## Task goal
Please look for the string "view" below and report every line in which it occurs.

## Available data
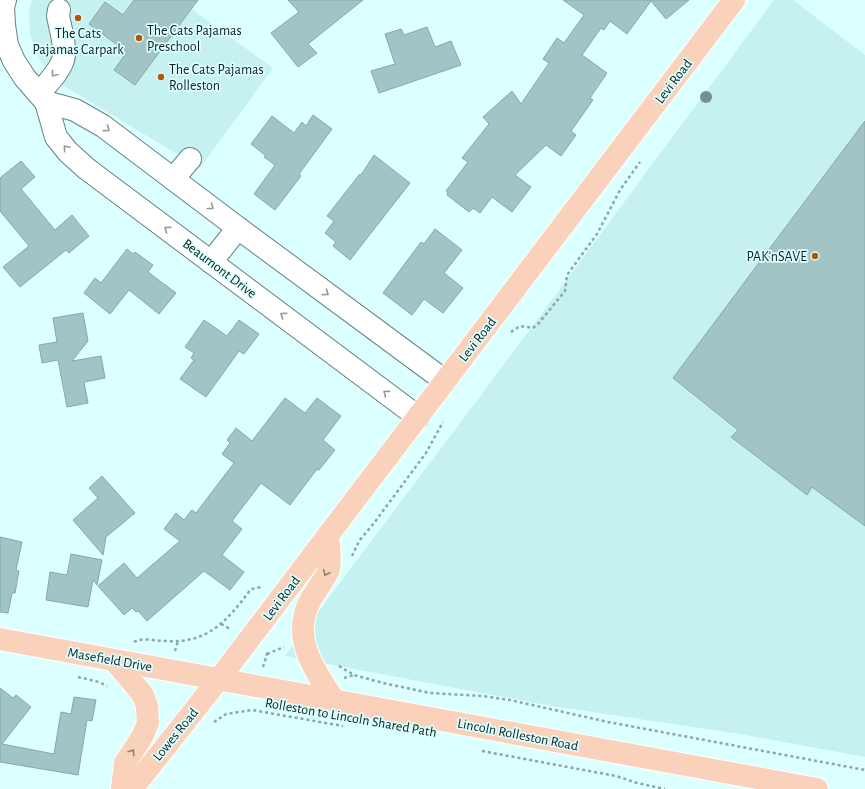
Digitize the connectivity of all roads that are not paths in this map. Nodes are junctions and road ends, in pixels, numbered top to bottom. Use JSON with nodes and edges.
{"nodes":[{"id":1,"x":734,"y":0,"type":"edge"},
{"id":2,"x":3,"y":5,"type":"edge"},
{"id":3,"x":59,"y":10,"type":"dead end"},
{"id":4,"x":43,"y":98,"type":"junction"},
{"id":5,"x":190,"y":159,"type":"dead end"},
{"id":6,"x":173,"y":179,"type":"junction"},
{"id":7,"x":238,"y":228,"type":"junction"},
{"id":8,"x":211,"y":262,"type":"junction"},
{"id":9,"x":445,"y":381,"type":"junction"},
{"id":10,"x":418,"y":417,"type":"junction"},
{"id":11,"x":328,"y":535,"type":"junction"},
{"id":12,"x":0,"y":639,"type":"edge"},
{"id":13,"x":114,"y":660,"type":"junction"},
{"id":14,"x":219,"y":679,"type":"junction"},
{"id":15,"x":334,"y":700,"type":"junction"},
{"id":16,"x":122,"y":789,"type":"edge"},
{"id":17,"x":132,"y":789,"type":"edge"},
{"id":18,"x":817,"y":789,"type":"edge"}],
"edges":[{"from":1,"to":9,"type":"main road","name":"Levi Road"},
{"from":2,"to":4,"type":"street","name":"Beaumont Drive"},
{"from":3,"to":4,"type":"street","one_way":true},
{"from":4,"to":6,"type":"street","one_way":true},
{"from":8,"to":4,"type":"street","name":"Beaumont Drive","one_way":true},
{"from":5,"to":6,"type":"street"},
{"from":6,"to":7,"type":"street","one_way":true},
{"from":7,"to":8,"type":"street"},
{"from":7,"to":9,"type":"street","one_way":true},
{"from":10,"to":8,"type":"street","name":"Beaumont Drive","one_way":true},
{"from":9,"to":10,"type":"main road","name":"Levi Road"},
{"from":10,"to":11,"type":"main road","name":"Levi Road"},
{"from":11,"to":14,"type":"main road","name":"Levi Road"},
{"from":11,"to":15,"type":"main road","one_way":true},
{"from":12,"to":13,"type":"main road","name":"Masefield Drive"},
{"from":13,"to":14,"type":"main road","name":"Masefield Drive"},
{"from":16,"to":13,"type":"main road","one_way":true},
{"from":14,"to":15,"type":"main road","name":"Lincoln Rolleston Road"},
{"from":14,"to":17,"type":"main road","name":"Lowes Road"},
{"from":15,"to":18,"type":"main road","name":"Lincoln Rolleston Road"}]}
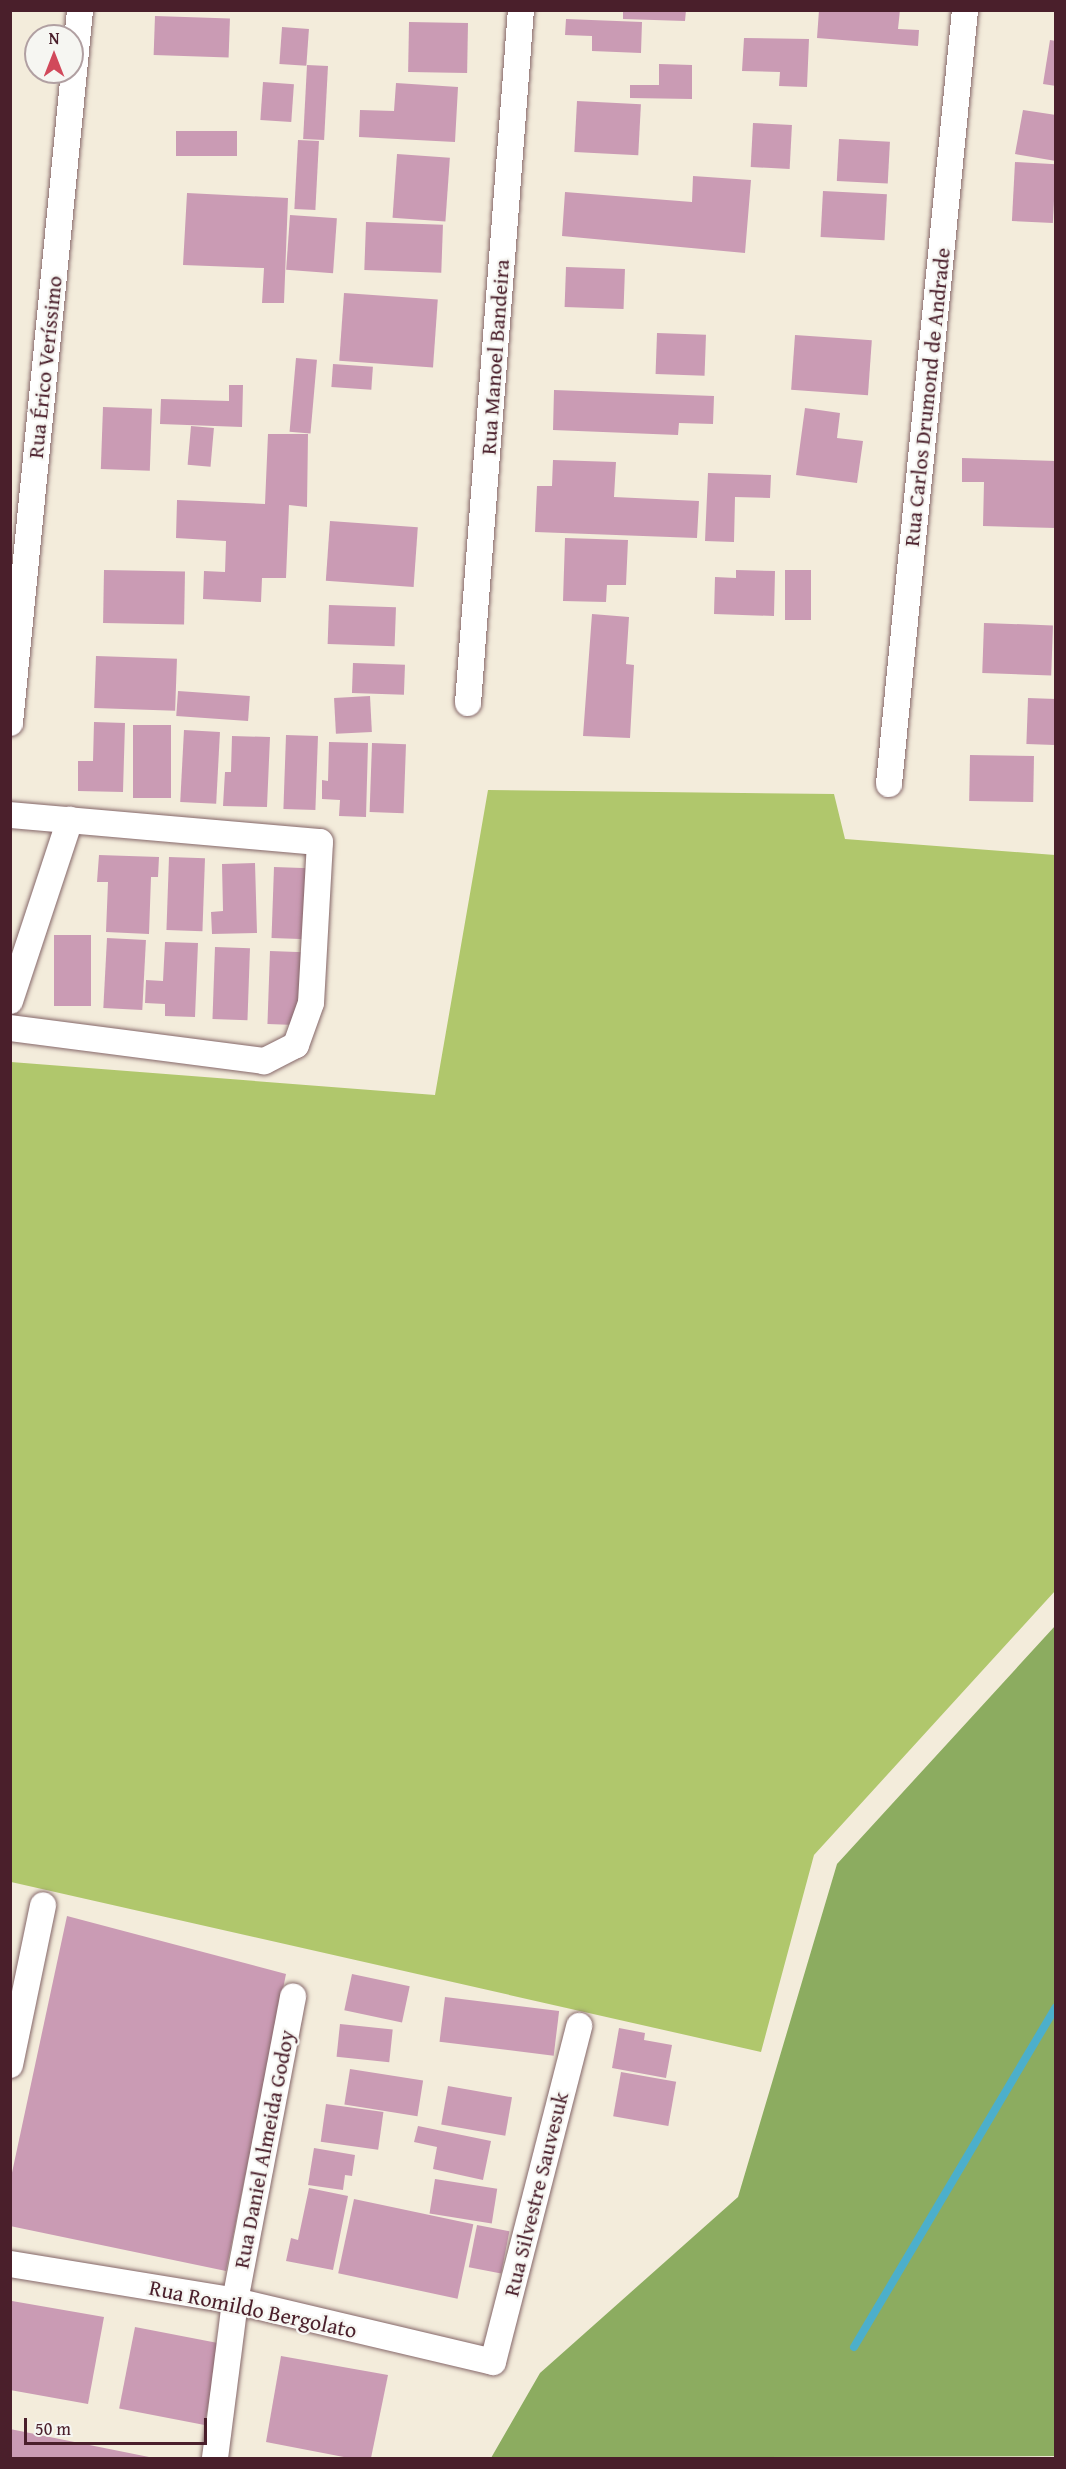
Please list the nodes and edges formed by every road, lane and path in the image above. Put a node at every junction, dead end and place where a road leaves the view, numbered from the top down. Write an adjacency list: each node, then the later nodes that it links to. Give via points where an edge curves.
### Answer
1 (80, 10): 5 (street, Rua Érico Veríssimo)
2 (521, 10): 4 (street, Rua Manoel Bandeira)
3 (965, 10): 6 (street, Rua Carlos Drumond de Andrade)
4 (468, 703)
5 (10, 723)
6 (890, 784)
7 (10, 815): 8 (street)
8 (70, 820): 9 (street); 10 (street, via 320,842 311,1003 296,1045 264,1061)
9 (10, 1001)
10 (10, 1028)
11 (43, 1905): 14 (street)
12 (293, 1996): 16 (street, Rua Daniel Almeida Godoy)
13 (579, 2026): 17 (street, Rua Silvestre Sauvesuk)
14 (10, 2065)
15 (10, 2264): 16 (street, Rua Romildo Bergolato)
16 (236, 2301): 17 (street, Rua Romildo Bergolato); 18 (street, Rua Daniel Almeida Godoy)
17 (493, 2362)
18 (215, 2458)

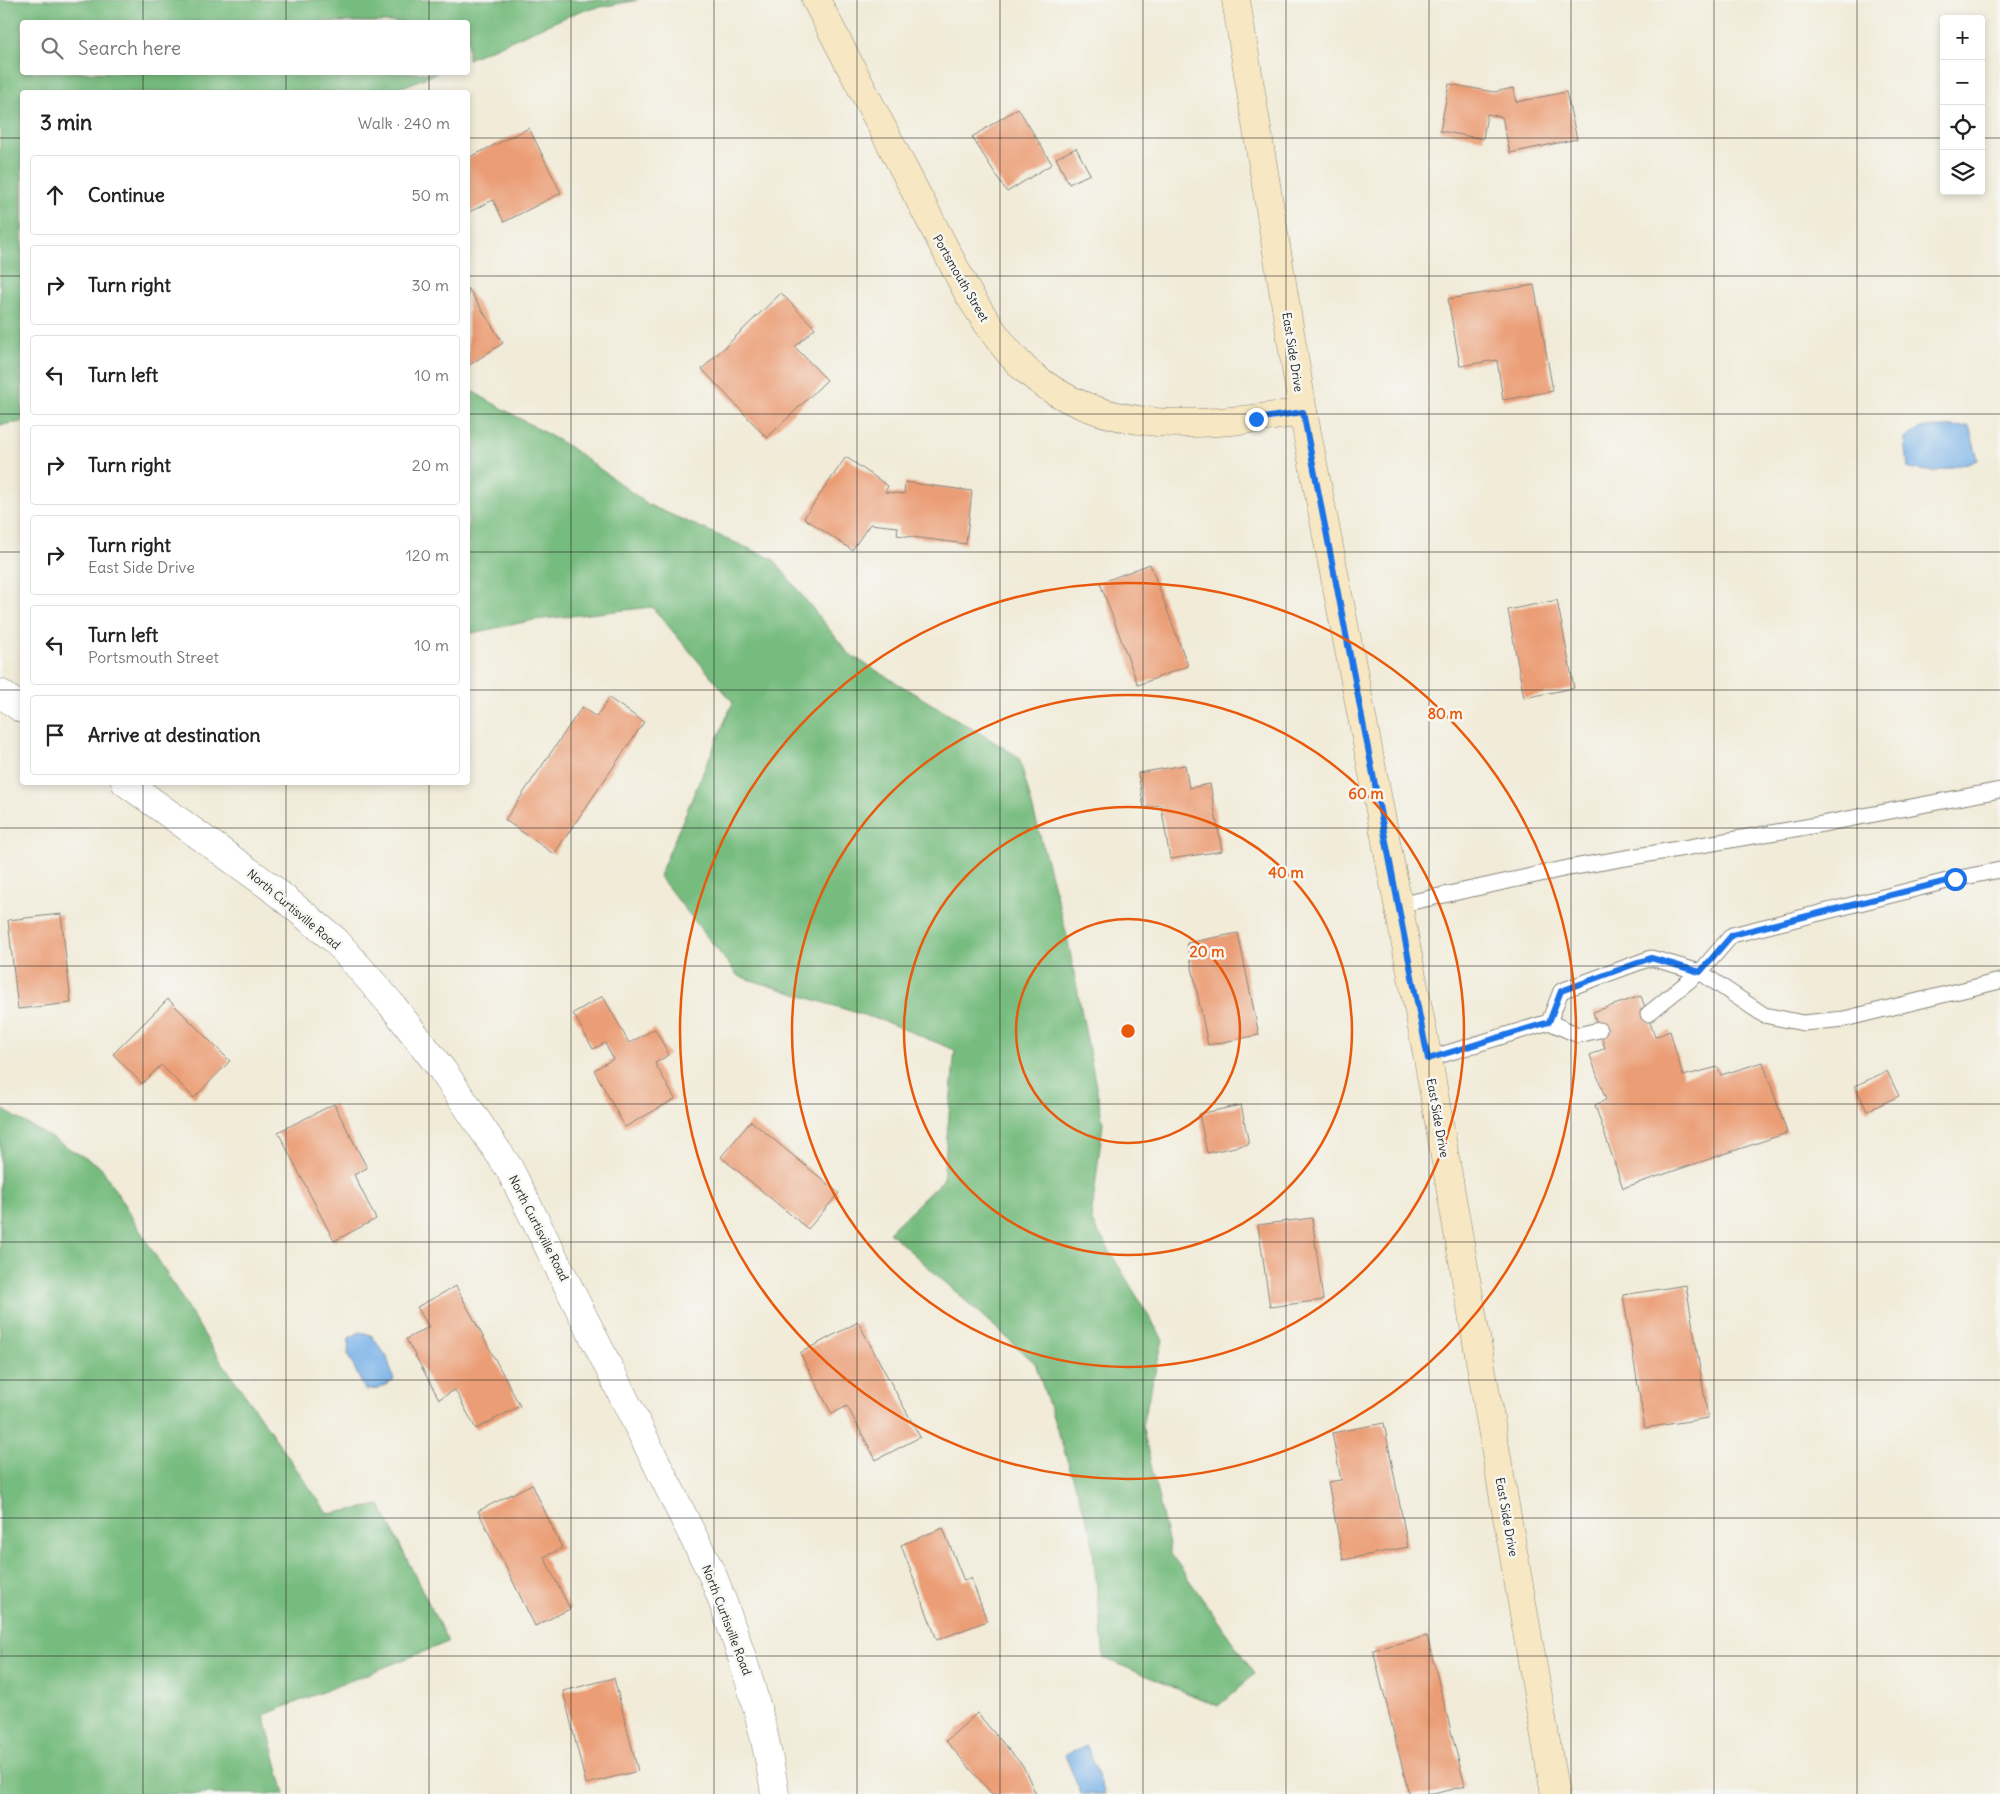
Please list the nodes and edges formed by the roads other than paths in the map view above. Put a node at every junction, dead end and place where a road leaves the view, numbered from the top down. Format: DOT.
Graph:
graph roads {
  1 [pos="816,0"];
  2 [pos="1236,0"];
  3 [pos="1303,412"];
  4 [pos="0,693"];
  5 [pos="20,708"];
  6 [pos="129,785"];
  7 [pos="2000,790"];
  8 [pos="2000,870"];
  9 [pos="1398,905"];
  10 [pos="1700,972"];
  11 [pos="2000,981"];
  12 [pos="1648,1014"];
  13 [pos="1549,1022"];
  14 [pos="1598,1030"];
  15 [pos="1428,1059"];
  16 [pos="775,1794"];
  17 [pos="1555,1794"];
  1 -- 3 [label="main road, Portsmouth Street"];
  2 -- 3 [label="main road, East Side Drive"];
  3 -- 9 [label="main road, East Side Drive"];
  4 -- 5 [label="street"];
  6 -- 16 [label="street, North Curtisville Road"];
  7 -- 9 [label="lane"];
  8 -- 10 [label="lane"];
  9 -- 15 [label="main road, East Side Drive"];
  10 -- 11 [label="lane"];
  10 -- 12 [label="lane"];
  10 -- 13 [label="lane"];
  13 -- 14 [label="lane"];
  13 -- 15 [label="lane"];
  15 -- 17 [label="main road, East Side Drive"];
}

## Result for this task
Please list the nodes and edges formed by every road, lane and path in the image above. Put a node at every junction, dead end and place where a road leaves the view, numbered from the top down. Write an adjacency list: each node, then the later nodes that it links to. Give via points where an edge curves.
Please list the nodes and edges formed by the roads other than paths in the map view above. Put a node at every junction, dead end and place where a road leaves the view, numbered from the top down. Format: DOT.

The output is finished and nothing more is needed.